Mitchell, who votes in Michigan, is a youth board member with the NAACP. She has federal student loans and says the issue has remained a core priority of the organization – given the sizable impact student debt has on Black borrowers.
"I think student loan debt definitely adds a crippling effect to African-Americans regardless of your age," she added.
On average, Black college graduates owe $25,000 more in student loan debt than white college graduates – according to Education Data Initiative.
Mitchell, who also supports safeguarding abortion access and protecting voting rights, says debt cancellation could have an impact far beyond just student loans.
"The racial wealth gap that we have is also influencing a lot of reproductive access," Mitchell said, "And so if we can close one gap, we can also influence this other thing and have like a domino effect."
Santiago Mayer, the executive director of Voters of Tomorrow, says both student debt relief and abortion access are issues that can have similar messaging. The message: Republicans want to take away your rights.
"It all ties together into this basic message of youth rights and how young people deserve to be able to enjoy their lives in the same sort of way that their parents and grandparents were able to," he told NPR.
"Both with the rights of personal freedoms such as abortion, and also being able to have personal finances that allow them to succeed in life, which is now impossible because of the insane cost of college and the burden of student debt," he added.
That rationale resonates with a lot of young people.
Following the Dobbs decision by the Supreme Court, voter registration has increased among younger voters, notably younger women – that's according to Tom Bonier, the CEO of Target Smart – a Democratic-leaning data firm.
"Historically, you see voters being more energized in an oppositional sense," Bonier told NPR, "it generally tends to organize voters, and to the extent that there's a flip side of that coin, it's generally voters being motivated to protect something."
Bonier hasn't seen any significant boosts in voter registration or turnout that he could pin on Biden's executive order on student loans – though, he says, its effect could be seen in an overall increase in support among Democratic candidates.
"I think perhaps whereas Dobbs will have the effect of turning out more younger progressive voters to help defend choice. Perhaps student debt retirement, things like the inflation Reduction Act could have the impact among more persuadable younger voters and persuading them to vote for Democratic candidates and seeing them as representing their interests more," he added.
Although the vast majority of Millennial and Gen Z voters skew liberal, Biden's plan may have some crossover among younger voters who identify as moderate Republicans – according to recent polling conducted by Avalanche Insights, the voter organization, Voto Latino and the student debt cancellation advocacy group Rise Free.
The analysis found that a majority of moderate Republicans surveyed – who identify as, "soft Trump"– either support or somewhat support Biden's executive action on loans.

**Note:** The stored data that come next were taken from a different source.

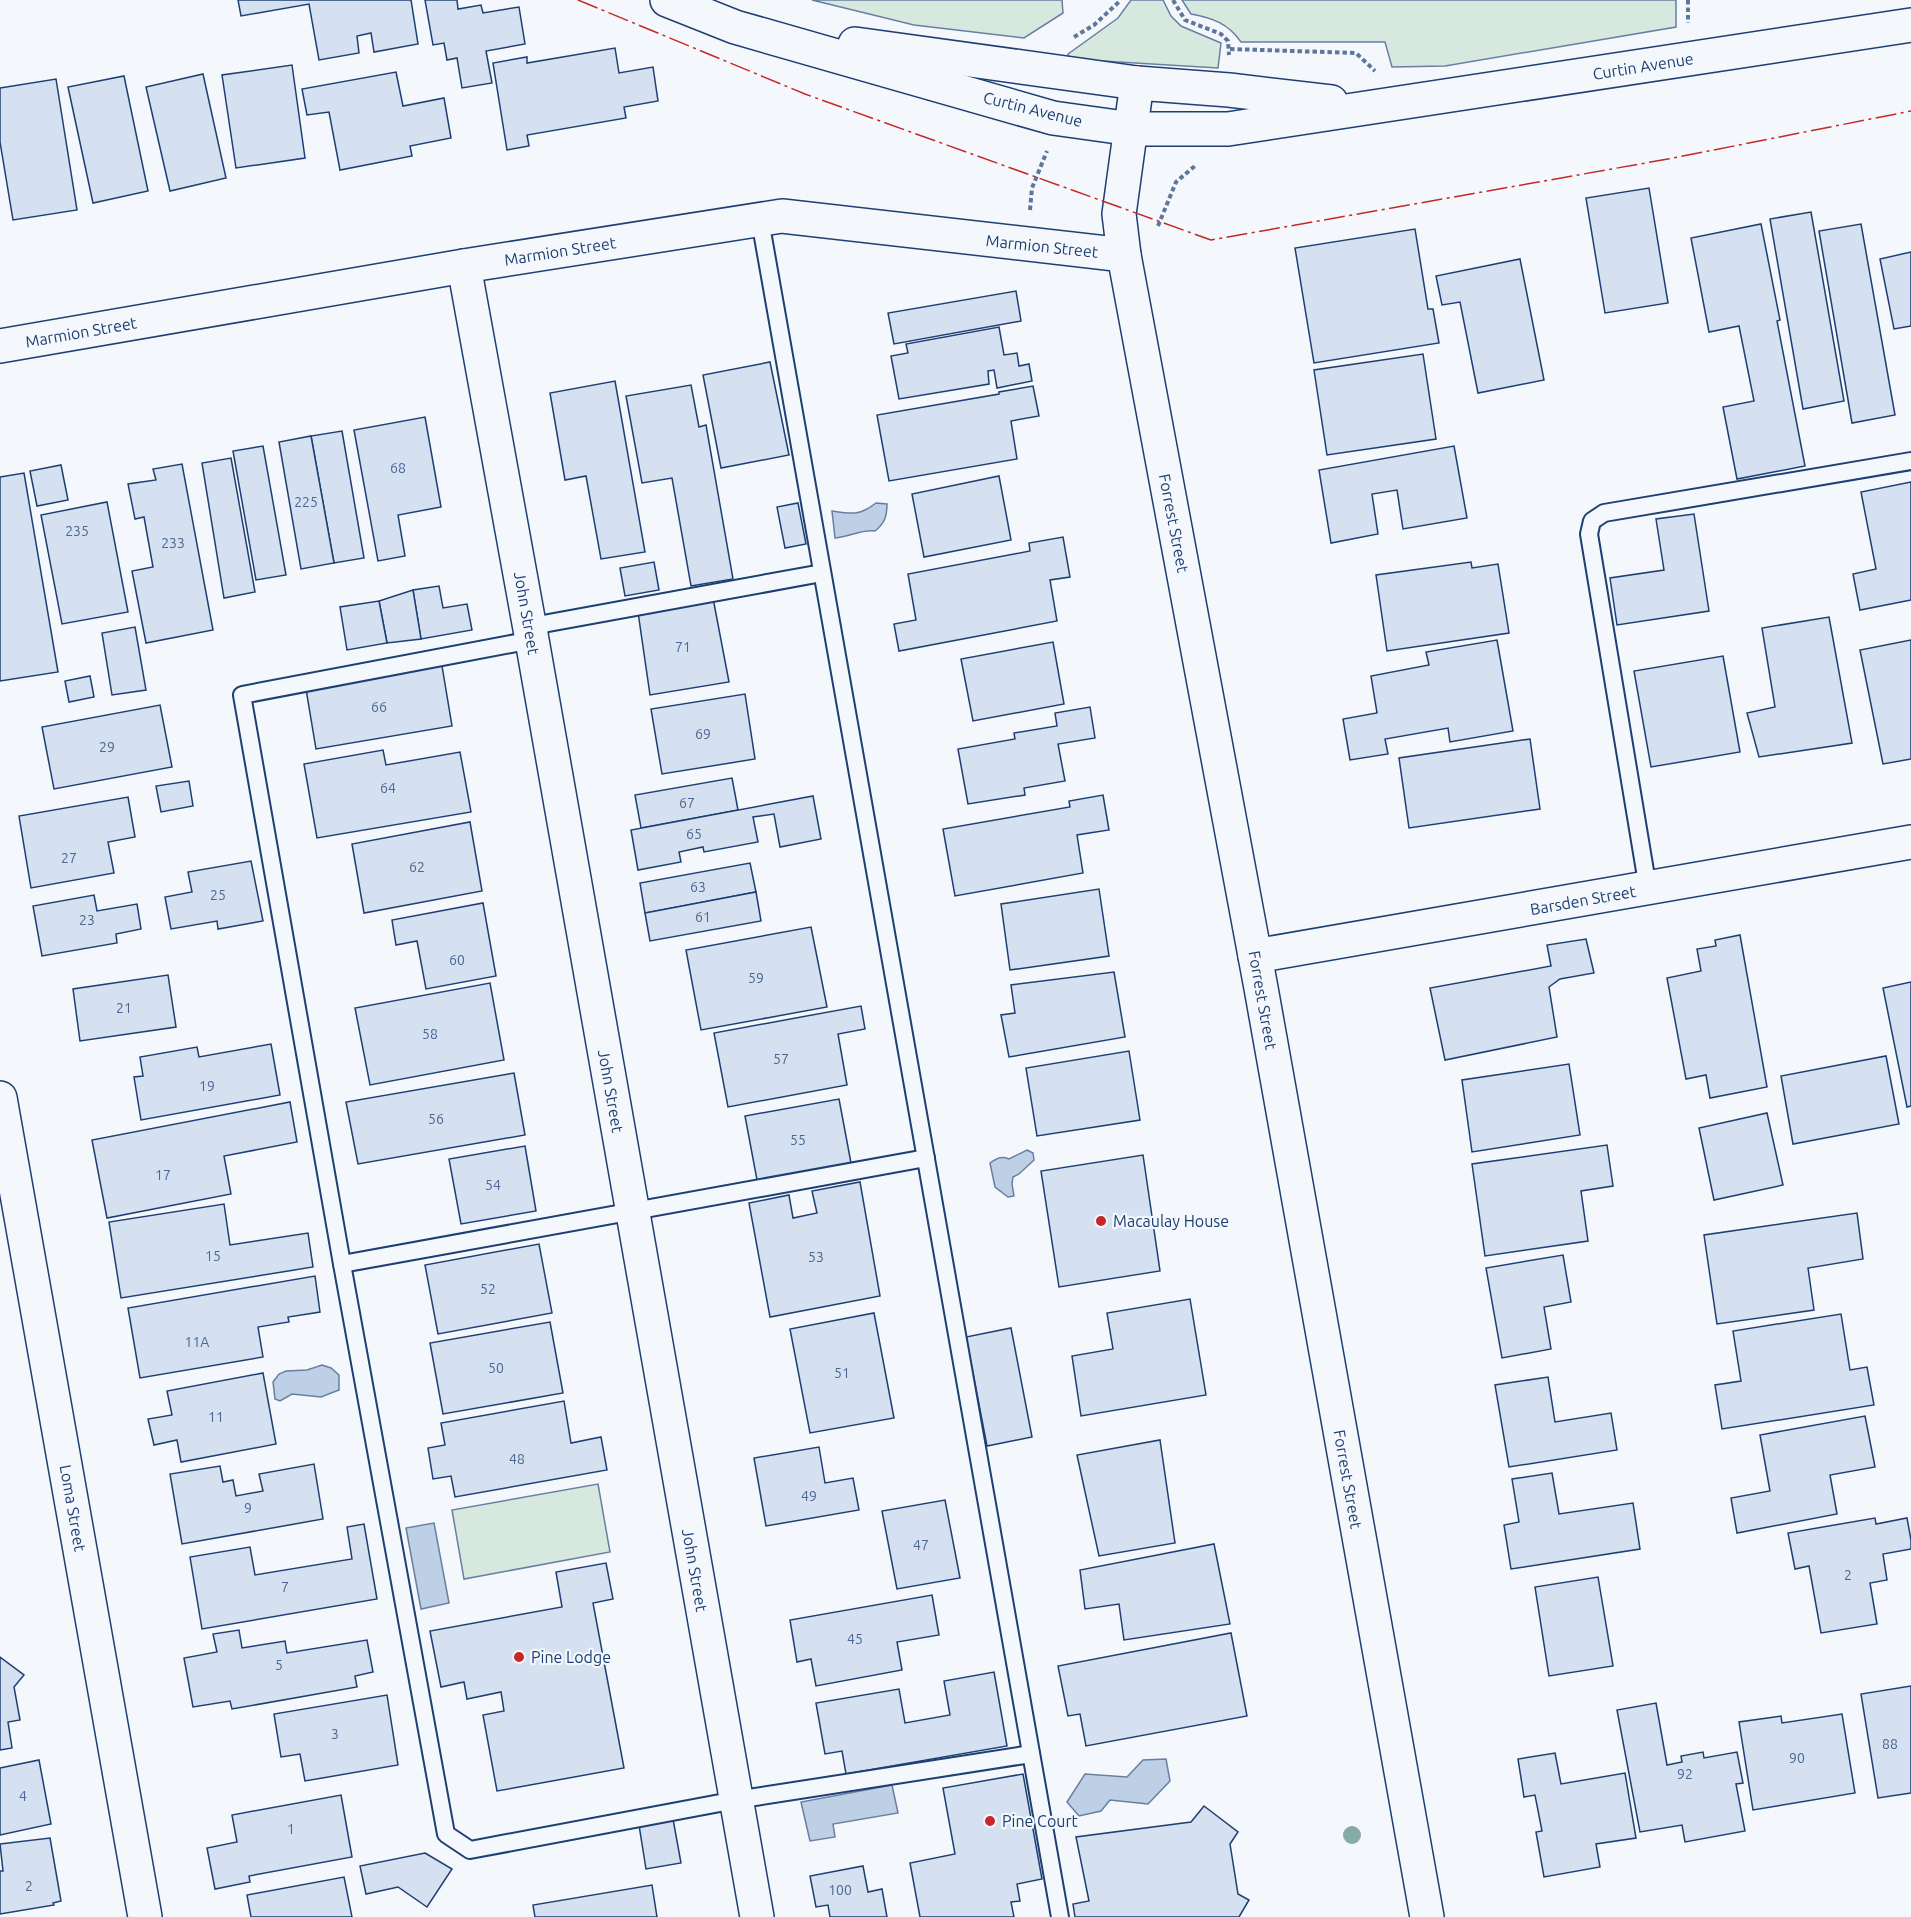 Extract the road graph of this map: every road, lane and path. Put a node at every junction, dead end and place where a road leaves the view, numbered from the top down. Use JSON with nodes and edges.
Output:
{"nodes":[{"id":1,"x":667,"y":0,"type":"edge"},
{"id":2,"x":1121,"y":0,"type":"edge"},
{"id":3,"x":1173,"y":0,"type":"edge"},
{"id":4,"x":1911,"y":25,"type":"edge"},
{"id":5,"x":735,"y":27,"type":"junction"},
{"id":6,"x":1057,"y":72,"type":"junction"},
{"id":7,"x":1137,"y":83,"type":"junction"},
{"id":8,"x":1407,"y":102,"type":"junction"},
{"id":9,"x":1374,"y":106,"type":"junction"},
{"id":10,"x":1132,"y":129,"type":"junction"},
{"id":11,"x":1050,"y":142,"type":"dead end"},
{"id":12,"x":760,"y":220,"type":"junction"},
{"id":13,"x":1026,"y":244,"type":"junction"},
{"id":14,"x":1124,"y":255,"type":"junction"},
{"id":15,"x":464,"y":266,"type":"junction"},
{"id":16,"x":0,"y":346,"type":"edge"},
{"id":17,"x":1911,"y":461,"type":"edge"},
{"id":18,"x":822,"y":573,"type":"junction"},
{"id":19,"x":532,"y":640,"type":"junction"},
{"id":20,"x":1911,"y":842,"type":"edge"},
{"id":21,"x":1648,"y":889,"type":"junction"},
{"id":22,"x":1255,"y":956,"type":"junction"},
{"id":23,"x":0,"y":1098,"type":"edge"},
{"id":24,"x":926,"y":1158,"type":"junction"},
{"id":25,"x":632,"y":1212,"type":"junction"},
{"id":26,"x":342,"y":1264,"type":"junction"},
{"id":27,"x":1031,"y":1754,"type":"junction"},
{"id":28,"x":736,"y":1800,"type":"junction"},
{"id":29,"x":145,"y":1917,"type":"edge"},
{"id":30,"x":757,"y":1917,"type":"edge"},
{"id":31,"x":1060,"y":1917,"type":"edge"},
{"id":32,"x":1427,"y":1917,"type":"edge"}],
"edges":[{"from":1,"to":5,"type":"street","name":"Curtin Avenue"},
{"from":2,"to":6,"type":"path"},
{"from":3,"to":8,"type":"path"},
{"from":4,"to":8,"type":"street","name":"Curtin Avenue"},
{"from":5,"to":6,"type":"street","name":"Curtin Avenue"},
{"from":5,"to":10,"type":"street","name":"Curtin Avenue"},
{"from":6,"to":7,"type":"street","name":"Curtin Avenue"},
{"from":7,"to":9,"type":"street","name":"Curtin Avenue"},
{"from":7,"to":10,"type":"street","name":"Forrest Street"},
{"from":8,"to":9,"type":"street","name":"Curtin Avenue"},
{"from":9,"to":10,"type":"street","name":"Curtin Avenue"},
{"from":10,"to":14,"type":"street","name":"Forrest Street"},
{"from":11,"to":13,"type":"path"},
{"from":12,"to":13,"type":"street","name":"Marmion Street"},
{"from":12,"to":15,"type":"street","name":"Marmion Street"},
{"from":12,"to":18,"type":"lane"},
{"from":13,"to":14,"type":"street","name":"Marmion Street"},
{"from":14,"to":22,"type":"street","name":"Forrest Street"},
{"from":15,"to":16,"type":"street","name":"Marmion Street"},
{"from":15,"to":19,"type":"street","name":"John Street"},
{"from":17,"to":21,"type":"lane"},
{"from":18,"to":19,"type":"lane"},
{"from":18,"to":24,"type":"lane"},
{"from":19,"to":25,"type":"street","name":"John Street"},
{"from":19,"to":26,"type":"lane"},
{"from":20,"to":21,"type":"street","name":"Barsden Street"},
{"from":21,"to":22,"type":"street","name":"Barsden Street"},
{"from":22,"to":32,"type":"street","name":"Forrest Street"},
{"from":23,"to":29,"type":"street","name":"Loma Street"},
{"from":24,"to":25,"type":"lane"},
{"from":24,"to":27,"type":"lane"},
{"from":25,"to":26,"type":"lane"},
{"from":25,"to":28,"type":"street","name":"John Street"},
{"from":26,"to":28,"type":"lane"},
{"from":27,"to":28,"type":"lane"},
{"from":27,"to":31,"type":"lane"},
{"from":28,"to":30,"type":"street","name":"John Street"}]}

And while there's no explicit correlation, Biden's approval rating among Millennial and Gen Z voters has also ticked upward over the past few months, according to NPR's polling.
But regardless of polling and voter data, the White House still has several hurdles to jump through before borrowers can receive debt forgiveness.
For one, Americans are still waiting on the next steps from the administration on how to apply for debt relief. On Saturday, the Department of Education began beta testing the application and invited borrowers to fill it out on the federal student aid website in advance of the official launch sometime this month.
And to Mayer, any serious threat to borrowers getting forgiveness could change mobilizing efforts again.
"Young people like it when the government acts and listens to them," he said. "And if there's one thing young people do not like, it's the government doing something and then the court taking it away."